> **EXERCISE AIM**:
Would you set down all of the entries below exactly as they stand?

> **DATA TO EXAMINE**:
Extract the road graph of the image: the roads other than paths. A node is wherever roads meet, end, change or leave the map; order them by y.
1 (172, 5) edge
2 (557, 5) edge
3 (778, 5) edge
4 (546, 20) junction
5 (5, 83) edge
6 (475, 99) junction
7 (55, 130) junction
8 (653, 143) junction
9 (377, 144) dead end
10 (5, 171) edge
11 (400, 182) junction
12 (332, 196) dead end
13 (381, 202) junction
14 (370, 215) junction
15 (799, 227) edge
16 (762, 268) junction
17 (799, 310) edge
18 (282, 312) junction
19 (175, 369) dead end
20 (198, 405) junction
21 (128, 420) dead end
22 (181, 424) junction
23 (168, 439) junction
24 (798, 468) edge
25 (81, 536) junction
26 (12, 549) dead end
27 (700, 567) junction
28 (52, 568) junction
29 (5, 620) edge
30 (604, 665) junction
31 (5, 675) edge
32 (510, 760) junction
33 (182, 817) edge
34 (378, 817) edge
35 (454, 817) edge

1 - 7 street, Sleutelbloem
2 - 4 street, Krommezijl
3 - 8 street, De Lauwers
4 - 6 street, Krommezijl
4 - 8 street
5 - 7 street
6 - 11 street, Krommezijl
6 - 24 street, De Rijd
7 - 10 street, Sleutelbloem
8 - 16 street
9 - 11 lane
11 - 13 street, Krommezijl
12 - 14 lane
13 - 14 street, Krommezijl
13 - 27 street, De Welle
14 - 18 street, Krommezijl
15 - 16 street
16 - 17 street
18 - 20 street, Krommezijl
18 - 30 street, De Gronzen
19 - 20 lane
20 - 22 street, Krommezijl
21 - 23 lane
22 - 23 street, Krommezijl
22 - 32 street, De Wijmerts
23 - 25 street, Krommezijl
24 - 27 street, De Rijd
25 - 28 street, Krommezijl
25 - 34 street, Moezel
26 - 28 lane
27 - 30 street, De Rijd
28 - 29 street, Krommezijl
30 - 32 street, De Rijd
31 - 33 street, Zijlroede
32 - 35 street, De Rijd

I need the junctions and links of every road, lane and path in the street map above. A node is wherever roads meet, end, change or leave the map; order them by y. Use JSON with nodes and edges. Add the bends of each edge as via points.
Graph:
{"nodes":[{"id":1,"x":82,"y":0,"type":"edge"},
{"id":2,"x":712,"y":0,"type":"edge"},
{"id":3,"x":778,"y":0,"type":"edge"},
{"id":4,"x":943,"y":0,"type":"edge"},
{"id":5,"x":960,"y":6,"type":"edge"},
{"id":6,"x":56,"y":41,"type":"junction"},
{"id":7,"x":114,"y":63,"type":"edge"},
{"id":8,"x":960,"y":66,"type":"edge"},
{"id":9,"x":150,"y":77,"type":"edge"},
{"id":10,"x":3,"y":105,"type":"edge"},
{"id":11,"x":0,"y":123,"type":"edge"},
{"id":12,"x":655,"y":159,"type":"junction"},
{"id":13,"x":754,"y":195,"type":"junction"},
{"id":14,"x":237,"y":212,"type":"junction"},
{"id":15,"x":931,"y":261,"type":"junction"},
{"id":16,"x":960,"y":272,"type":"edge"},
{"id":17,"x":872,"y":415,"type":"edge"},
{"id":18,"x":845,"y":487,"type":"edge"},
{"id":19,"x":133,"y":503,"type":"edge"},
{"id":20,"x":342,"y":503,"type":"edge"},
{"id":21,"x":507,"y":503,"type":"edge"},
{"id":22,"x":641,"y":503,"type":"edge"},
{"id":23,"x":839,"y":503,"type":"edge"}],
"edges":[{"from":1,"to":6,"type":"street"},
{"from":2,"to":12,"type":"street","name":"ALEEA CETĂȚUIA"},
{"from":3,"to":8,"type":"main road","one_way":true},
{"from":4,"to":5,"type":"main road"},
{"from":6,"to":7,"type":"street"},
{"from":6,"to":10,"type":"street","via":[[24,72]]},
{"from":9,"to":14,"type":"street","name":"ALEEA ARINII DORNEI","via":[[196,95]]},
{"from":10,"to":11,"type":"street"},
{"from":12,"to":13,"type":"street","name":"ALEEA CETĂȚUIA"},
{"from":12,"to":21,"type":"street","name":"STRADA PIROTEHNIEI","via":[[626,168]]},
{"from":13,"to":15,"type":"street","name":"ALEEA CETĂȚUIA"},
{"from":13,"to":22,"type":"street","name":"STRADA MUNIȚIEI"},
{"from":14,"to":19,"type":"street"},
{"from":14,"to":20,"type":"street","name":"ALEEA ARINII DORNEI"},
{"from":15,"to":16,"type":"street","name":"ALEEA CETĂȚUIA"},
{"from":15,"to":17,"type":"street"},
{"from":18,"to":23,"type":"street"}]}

> **ANSWER AREA**:
Extract the road graph of the image: the roads other than paths. A node is wherever roads meet, end, change or leave the map; order them by y.
1 (172, 5) edge
2 (557, 5) edge
3 (778, 5) edge
4 (546, 20) junction
5 (5, 83) edge
6 (475, 99) junction
7 (55, 130) junction
8 (653, 143) junction
9 (377, 144) dead end
10 (5, 171) edge
11 (400, 182) junction
12 (332, 196) dead end
13 (381, 202) junction
14 (370, 215) junction
15 (799, 227) edge
16 (762, 268) junction
17 (799, 310) edge
18 (282, 312) junction
19 (175, 369) dead end
20 (198, 405) junction
21 (128, 420) dead end
22 (181, 424) junction
23 (168, 439) junction
24 (798, 468) edge
25 (81, 536) junction
26 (12, 549) dead end
27 (700, 567) junction
28 (52, 568) junction
29 (5, 620) edge
30 (604, 665) junction
31 (5, 675) edge
32 (510, 760) junction
33 (182, 817) edge
34 (378, 817) edge
35 (454, 817) edge

1 - 7 street, Sleutelbloem
2 - 4 street, Krommezijl
3 - 8 street, De Lauwers
4 - 6 street, Krommezijl
4 - 8 street
5 - 7 street
6 - 11 street, Krommezijl
6 - 24 street, De Rijd
7 - 10 street, Sleutelbloem
8 - 16 street
9 - 11 lane
11 - 13 street, Krommezijl
12 - 14 lane
13 - 14 street, Krommezijl
13 - 27 street, De Welle
14 - 18 street, Krommezijl
15 - 16 street
16 - 17 street
18 - 20 street, Krommezijl
18 - 30 street, De Gronzen
19 - 20 lane
20 - 22 street, Krommezijl
21 - 23 lane
22 - 23 street, Krommezijl
22 - 32 street, De Wijmerts
23 - 25 street, Krommezijl
24 - 27 street, De Rijd
25 - 28 street, Krommezijl
25 - 34 street, Moezel
26 - 28 lane
27 - 30 street, De Rijd
28 - 29 street, Krommezijl
30 - 32 street, De Rijd
31 - 33 street, Zijlroede
32 - 35 street, De Rijd

I need the junctions and links of every road, lane and path in the street map above. A node is wherever roads meet, end, change or leave the map; order them by y. Use JSON with nodes and edges. Add the bends of each edge as via points.
Graph:
{"nodes":[{"id":1,"x":82,"y":0,"type":"edge"},
{"id":2,"x":712,"y":0,"type":"edge"},
{"id":3,"x":778,"y":0,"type":"edge"},
{"id":4,"x":943,"y":0,"type":"edge"},
{"id":5,"x":960,"y":6,"type":"edge"},
{"id":6,"x":56,"y":41,"type":"junction"},
{"id":7,"x":114,"y":63,"type":"edge"},
{"id":8,"x":960,"y":66,"type":"edge"},
{"id":9,"x":150,"y":77,"type":"edge"},
{"id":10,"x":3,"y":105,"type":"edge"},
{"id":11,"x":0,"y":123,"type":"edge"},
{"id":12,"x":655,"y":159,"type":"junction"},
{"id":13,"x":754,"y":195,"type":"junction"},
{"id":14,"x":237,"y":212,"type":"junction"},
{"id":15,"x":931,"y":261,"type":"junction"},
{"id":16,"x":960,"y":272,"type":"edge"},
{"id":17,"x":872,"y":415,"type":"edge"},
{"id":18,"x":845,"y":487,"type":"edge"},
{"id":19,"x":133,"y":503,"type":"edge"},
{"id":20,"x":342,"y":503,"type":"edge"},
{"id":21,"x":507,"y":503,"type":"edge"},
{"id":22,"x":641,"y":503,"type":"edge"},
{"id":23,"x":839,"y":503,"type":"edge"}],
"edges":[{"from":1,"to":6,"type":"street"},
{"from":2,"to":12,"type":"street","name":"ALEEA CETĂȚUIA"},
{"from":3,"to":8,"type":"main road","one_way":true},
{"from":4,"to":5,"type":"main road"},
{"from":6,"to":7,"type":"street"},
{"from":6,"to":10,"type":"street","via":[[24,72]]},
{"from":9,"to":14,"type":"street","name":"ALEEA ARINII DORNEI","via":[[196,95]]},
{"from":10,"to":11,"type":"street"},
{"from":12,"to":13,"type":"street","name":"ALEEA CETĂȚUIA"},
{"from":12,"to":21,"type":"street","name":"STRADA PIROTEHNIEI","via":[[626,168]]},
{"from":13,"to":15,"type":"street","name":"ALEEA CETĂȚUIA"},
{"from":13,"to":22,"type":"street","name":"STRADA MUNIȚIEI"},
{"from":14,"to":19,"type":"street"},
{"from":14,"to":20,"type":"street","name":"ALEEA ARINII DORNEI"},
{"from":15,"to":16,"type":"street","name":"ALEEA CETĂȚUIA"},
{"from":15,"to":17,"type":"street"},
{"from":18,"to":23,"type":"street"}]}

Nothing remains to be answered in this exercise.